**Your goal:**
Go through the entries, filter for the word "where", and copy every line that has it.

**Data extract:**
───

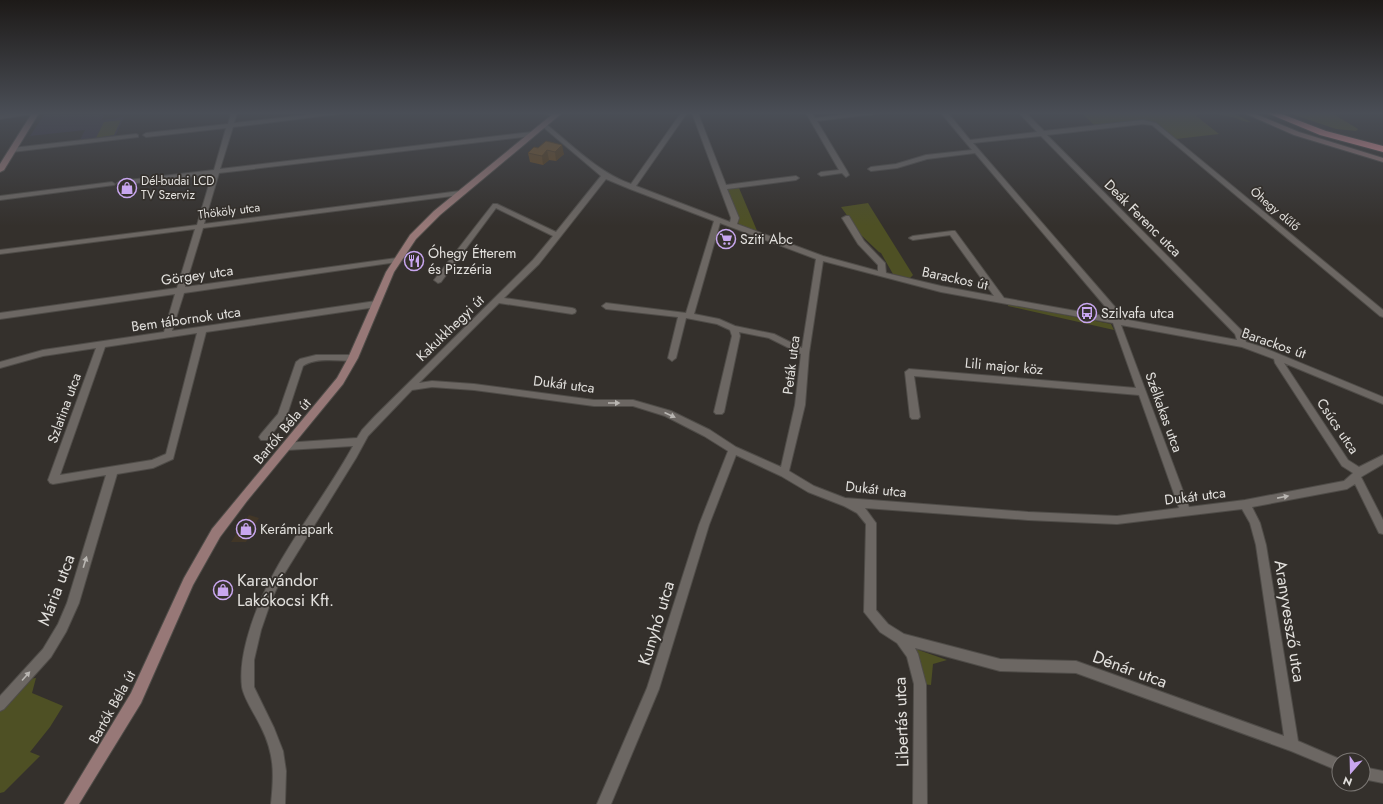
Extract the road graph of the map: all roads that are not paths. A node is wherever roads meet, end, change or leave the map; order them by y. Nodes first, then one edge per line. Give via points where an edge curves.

───

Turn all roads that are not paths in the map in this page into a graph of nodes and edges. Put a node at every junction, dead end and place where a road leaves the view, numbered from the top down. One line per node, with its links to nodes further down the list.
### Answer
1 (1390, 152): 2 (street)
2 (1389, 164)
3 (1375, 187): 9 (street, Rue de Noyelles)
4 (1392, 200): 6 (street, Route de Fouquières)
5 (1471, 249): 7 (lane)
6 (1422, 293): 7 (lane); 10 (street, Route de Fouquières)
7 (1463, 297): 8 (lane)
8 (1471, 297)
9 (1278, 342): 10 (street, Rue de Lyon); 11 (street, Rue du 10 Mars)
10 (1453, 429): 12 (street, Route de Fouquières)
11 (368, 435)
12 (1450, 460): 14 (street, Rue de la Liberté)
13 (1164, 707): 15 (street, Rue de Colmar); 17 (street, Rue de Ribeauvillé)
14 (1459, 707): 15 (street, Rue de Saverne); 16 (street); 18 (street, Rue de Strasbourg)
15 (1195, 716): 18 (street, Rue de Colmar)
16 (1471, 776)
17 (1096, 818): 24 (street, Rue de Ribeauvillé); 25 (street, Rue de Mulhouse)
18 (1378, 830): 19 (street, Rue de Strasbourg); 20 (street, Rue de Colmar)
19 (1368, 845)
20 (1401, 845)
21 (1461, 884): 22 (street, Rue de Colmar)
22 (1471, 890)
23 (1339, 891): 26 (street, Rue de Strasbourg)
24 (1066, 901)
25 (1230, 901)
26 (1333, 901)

───

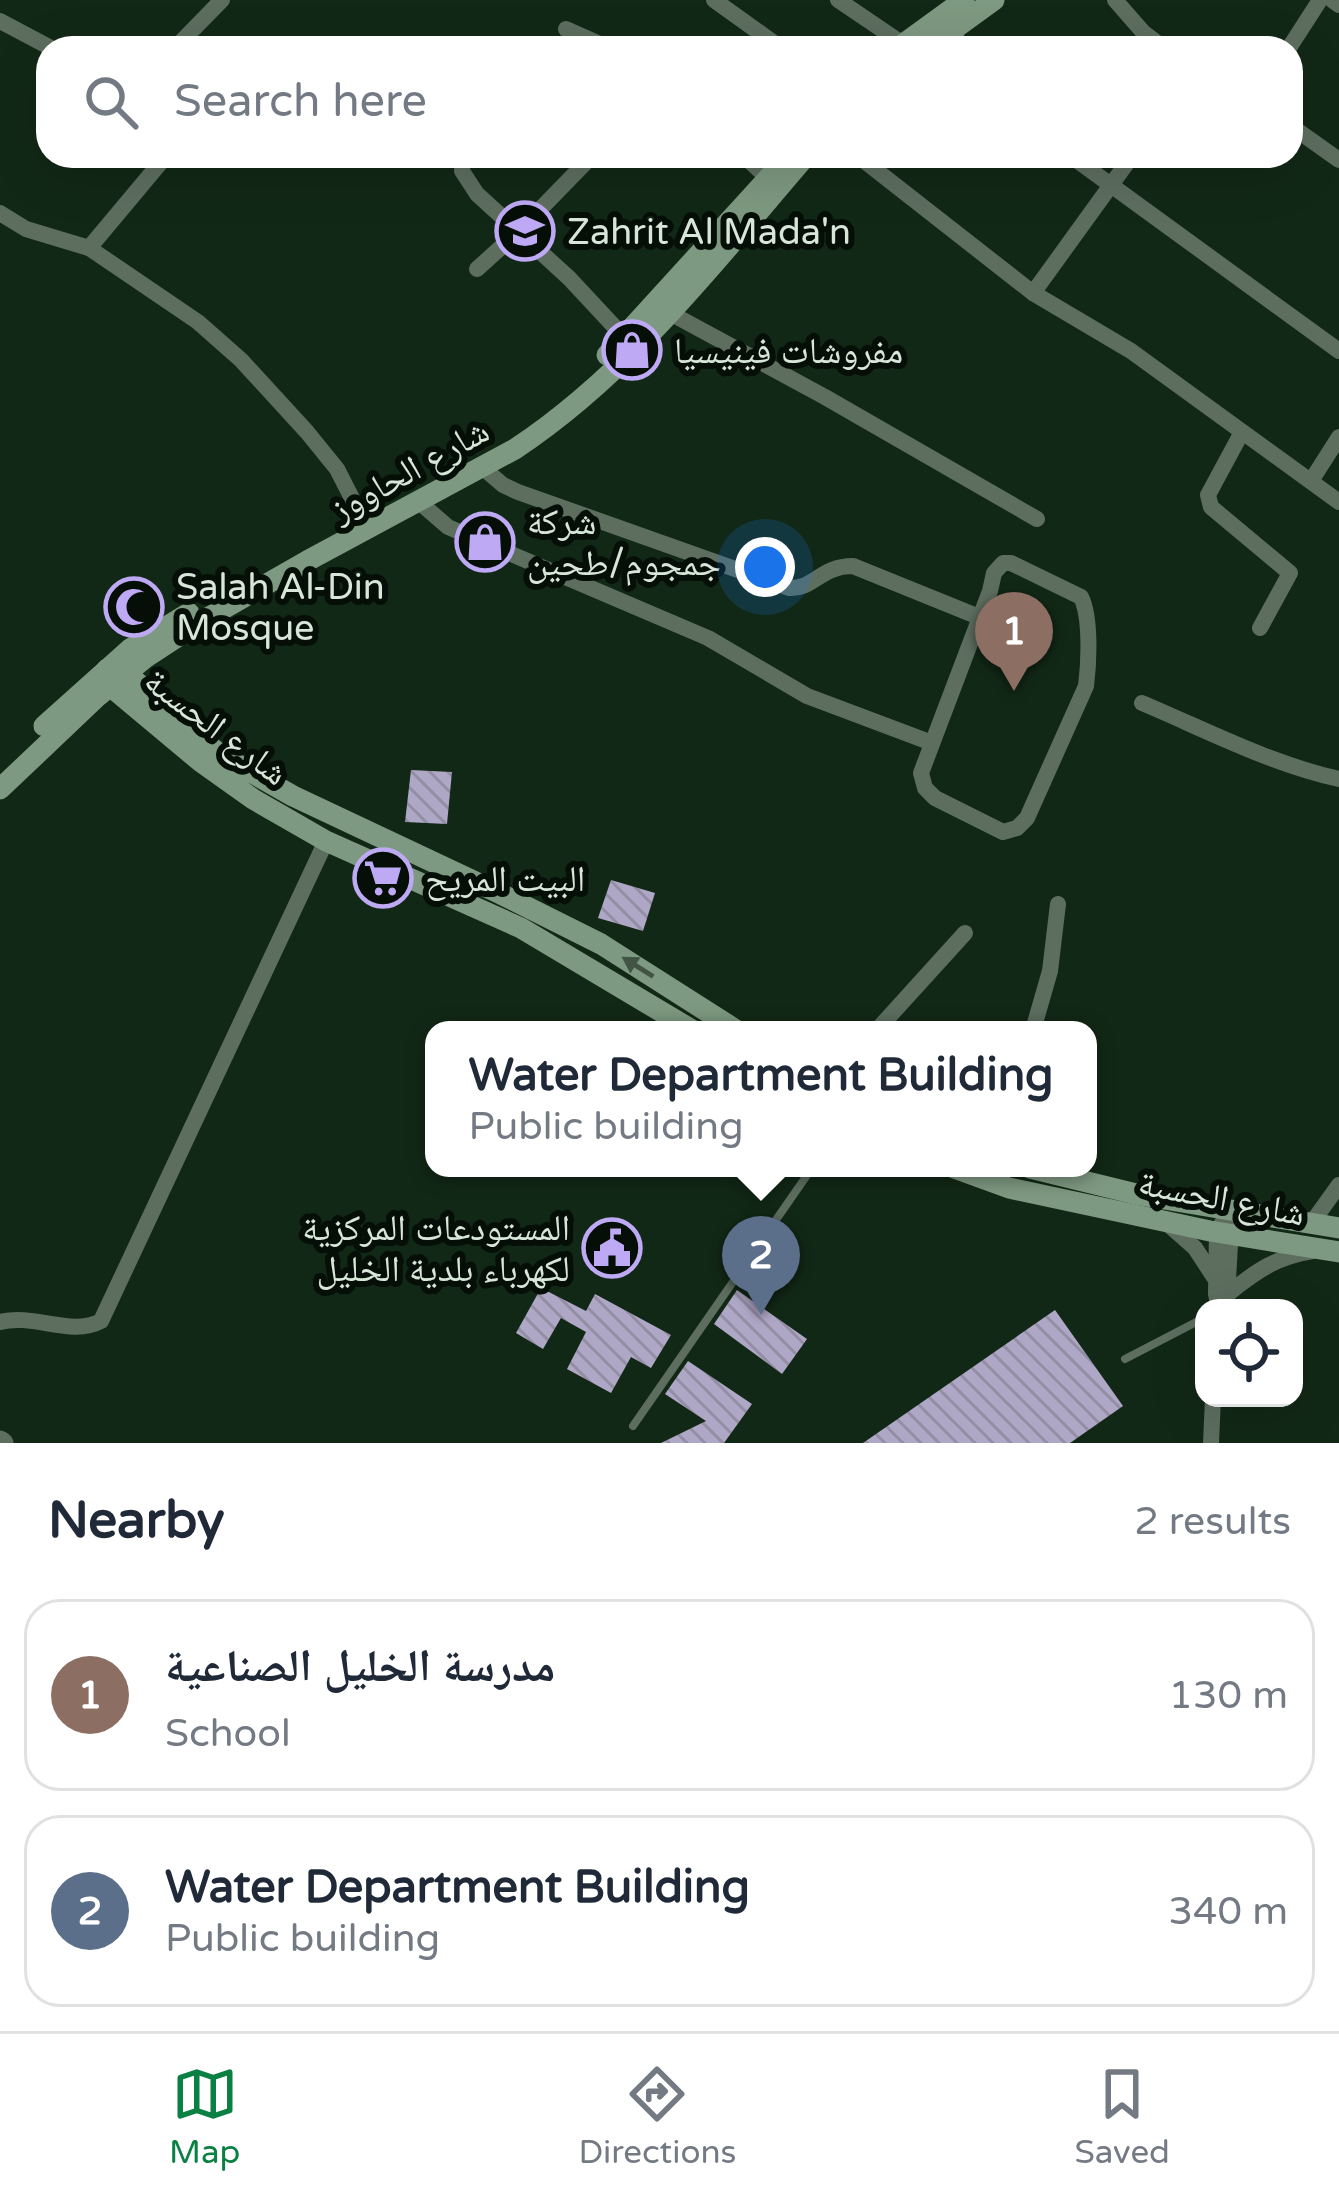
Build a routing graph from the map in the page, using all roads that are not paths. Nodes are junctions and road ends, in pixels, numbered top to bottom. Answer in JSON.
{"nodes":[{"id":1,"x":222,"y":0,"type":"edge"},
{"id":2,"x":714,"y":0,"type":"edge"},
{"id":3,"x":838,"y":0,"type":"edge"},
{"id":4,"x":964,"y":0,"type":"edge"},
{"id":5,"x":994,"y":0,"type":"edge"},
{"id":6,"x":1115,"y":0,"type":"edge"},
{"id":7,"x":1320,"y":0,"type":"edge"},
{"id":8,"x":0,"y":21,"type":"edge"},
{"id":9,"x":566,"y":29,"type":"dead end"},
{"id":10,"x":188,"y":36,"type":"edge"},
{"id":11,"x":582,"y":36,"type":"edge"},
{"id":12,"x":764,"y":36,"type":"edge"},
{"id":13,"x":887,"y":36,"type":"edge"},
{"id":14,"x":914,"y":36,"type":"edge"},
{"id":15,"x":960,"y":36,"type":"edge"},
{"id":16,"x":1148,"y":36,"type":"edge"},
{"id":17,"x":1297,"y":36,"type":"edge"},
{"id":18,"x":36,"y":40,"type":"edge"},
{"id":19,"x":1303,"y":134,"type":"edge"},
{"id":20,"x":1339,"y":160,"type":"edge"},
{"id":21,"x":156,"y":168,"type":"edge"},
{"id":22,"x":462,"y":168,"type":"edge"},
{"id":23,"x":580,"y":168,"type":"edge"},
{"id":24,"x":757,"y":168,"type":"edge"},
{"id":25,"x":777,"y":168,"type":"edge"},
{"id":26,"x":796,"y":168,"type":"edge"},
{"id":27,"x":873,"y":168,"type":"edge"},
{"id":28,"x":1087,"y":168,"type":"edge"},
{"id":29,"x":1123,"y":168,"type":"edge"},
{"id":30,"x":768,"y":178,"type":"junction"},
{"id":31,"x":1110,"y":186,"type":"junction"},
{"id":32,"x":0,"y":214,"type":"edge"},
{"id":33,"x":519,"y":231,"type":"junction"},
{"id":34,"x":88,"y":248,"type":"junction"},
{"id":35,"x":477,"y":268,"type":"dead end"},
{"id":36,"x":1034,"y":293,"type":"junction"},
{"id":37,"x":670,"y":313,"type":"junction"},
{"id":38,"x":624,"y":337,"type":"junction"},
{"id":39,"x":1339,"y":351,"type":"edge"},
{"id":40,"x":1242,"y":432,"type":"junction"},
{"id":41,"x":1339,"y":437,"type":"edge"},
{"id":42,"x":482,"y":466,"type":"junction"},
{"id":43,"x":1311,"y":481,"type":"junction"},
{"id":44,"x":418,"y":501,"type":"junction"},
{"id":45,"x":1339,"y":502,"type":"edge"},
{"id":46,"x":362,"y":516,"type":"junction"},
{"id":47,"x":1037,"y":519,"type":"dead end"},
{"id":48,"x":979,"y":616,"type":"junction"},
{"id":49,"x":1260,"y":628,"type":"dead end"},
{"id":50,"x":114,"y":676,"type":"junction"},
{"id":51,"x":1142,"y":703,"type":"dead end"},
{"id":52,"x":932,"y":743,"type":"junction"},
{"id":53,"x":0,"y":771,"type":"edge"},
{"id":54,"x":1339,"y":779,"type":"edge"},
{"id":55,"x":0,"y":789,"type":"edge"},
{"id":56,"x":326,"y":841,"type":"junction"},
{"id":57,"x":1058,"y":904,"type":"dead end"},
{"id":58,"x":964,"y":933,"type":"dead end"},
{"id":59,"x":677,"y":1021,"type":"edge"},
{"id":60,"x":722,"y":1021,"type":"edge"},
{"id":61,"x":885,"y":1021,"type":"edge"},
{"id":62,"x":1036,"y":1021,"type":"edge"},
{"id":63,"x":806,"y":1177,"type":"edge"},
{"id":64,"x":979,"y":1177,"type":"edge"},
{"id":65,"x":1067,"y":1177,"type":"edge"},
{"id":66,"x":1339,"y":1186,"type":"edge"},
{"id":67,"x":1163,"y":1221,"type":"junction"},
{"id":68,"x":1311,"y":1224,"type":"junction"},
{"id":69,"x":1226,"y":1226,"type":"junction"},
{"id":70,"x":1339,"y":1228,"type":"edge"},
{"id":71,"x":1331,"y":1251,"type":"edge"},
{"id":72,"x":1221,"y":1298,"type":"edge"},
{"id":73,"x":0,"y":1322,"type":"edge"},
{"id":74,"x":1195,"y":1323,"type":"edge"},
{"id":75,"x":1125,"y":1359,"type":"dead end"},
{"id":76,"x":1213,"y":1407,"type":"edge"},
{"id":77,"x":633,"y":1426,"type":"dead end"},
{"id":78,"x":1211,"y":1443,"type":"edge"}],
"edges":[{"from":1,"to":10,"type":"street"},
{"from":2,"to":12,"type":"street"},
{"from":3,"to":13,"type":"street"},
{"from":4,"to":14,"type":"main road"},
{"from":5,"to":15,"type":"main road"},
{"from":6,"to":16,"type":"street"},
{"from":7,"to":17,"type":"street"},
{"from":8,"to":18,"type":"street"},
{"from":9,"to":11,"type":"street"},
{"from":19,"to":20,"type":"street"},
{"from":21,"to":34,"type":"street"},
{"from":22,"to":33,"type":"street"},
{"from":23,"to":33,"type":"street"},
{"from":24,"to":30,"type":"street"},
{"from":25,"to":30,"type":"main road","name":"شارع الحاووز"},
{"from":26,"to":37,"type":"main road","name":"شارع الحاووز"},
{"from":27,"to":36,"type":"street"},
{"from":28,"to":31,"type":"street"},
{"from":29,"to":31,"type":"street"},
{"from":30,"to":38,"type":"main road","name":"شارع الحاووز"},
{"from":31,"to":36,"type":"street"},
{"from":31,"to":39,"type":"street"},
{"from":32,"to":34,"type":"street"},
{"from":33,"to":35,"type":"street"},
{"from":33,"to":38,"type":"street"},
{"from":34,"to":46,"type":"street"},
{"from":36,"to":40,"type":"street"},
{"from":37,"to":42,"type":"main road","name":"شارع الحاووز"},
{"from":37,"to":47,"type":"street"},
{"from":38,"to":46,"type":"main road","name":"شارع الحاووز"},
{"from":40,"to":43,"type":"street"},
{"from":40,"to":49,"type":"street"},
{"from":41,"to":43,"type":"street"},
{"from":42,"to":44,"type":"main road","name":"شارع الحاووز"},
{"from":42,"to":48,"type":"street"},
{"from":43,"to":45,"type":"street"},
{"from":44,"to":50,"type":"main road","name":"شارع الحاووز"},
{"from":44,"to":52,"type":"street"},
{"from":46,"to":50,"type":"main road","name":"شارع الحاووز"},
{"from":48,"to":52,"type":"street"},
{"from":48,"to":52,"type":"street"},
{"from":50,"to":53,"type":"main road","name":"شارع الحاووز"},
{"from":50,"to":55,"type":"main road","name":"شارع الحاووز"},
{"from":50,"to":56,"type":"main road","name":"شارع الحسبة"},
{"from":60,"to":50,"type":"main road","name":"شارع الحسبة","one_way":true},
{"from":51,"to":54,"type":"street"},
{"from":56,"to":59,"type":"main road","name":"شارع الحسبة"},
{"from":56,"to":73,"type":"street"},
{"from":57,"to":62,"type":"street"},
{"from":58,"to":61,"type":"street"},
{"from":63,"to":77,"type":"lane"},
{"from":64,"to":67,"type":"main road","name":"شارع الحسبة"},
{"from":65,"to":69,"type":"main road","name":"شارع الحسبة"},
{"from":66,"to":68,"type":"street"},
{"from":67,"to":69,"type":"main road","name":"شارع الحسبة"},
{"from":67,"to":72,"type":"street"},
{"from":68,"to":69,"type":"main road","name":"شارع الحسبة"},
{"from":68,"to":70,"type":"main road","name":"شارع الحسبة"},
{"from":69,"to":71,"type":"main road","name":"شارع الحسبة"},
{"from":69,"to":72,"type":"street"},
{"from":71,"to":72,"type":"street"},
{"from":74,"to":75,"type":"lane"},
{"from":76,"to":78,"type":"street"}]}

───

**Exercise result:**
Extract the road graph of the map: all roads that are not paths. A node is wherever roads meet, end, change or leave the map; order them by y. Nodes first, then one edge per line. Give via points where an edge curves.
Turn all roads that are not paths in the map in this page into a graph of nodes and edges. Put a node at every junction, dead end and place where a road leaves the view, numbered from the top down. One line per node, with its links to nodes further down the list.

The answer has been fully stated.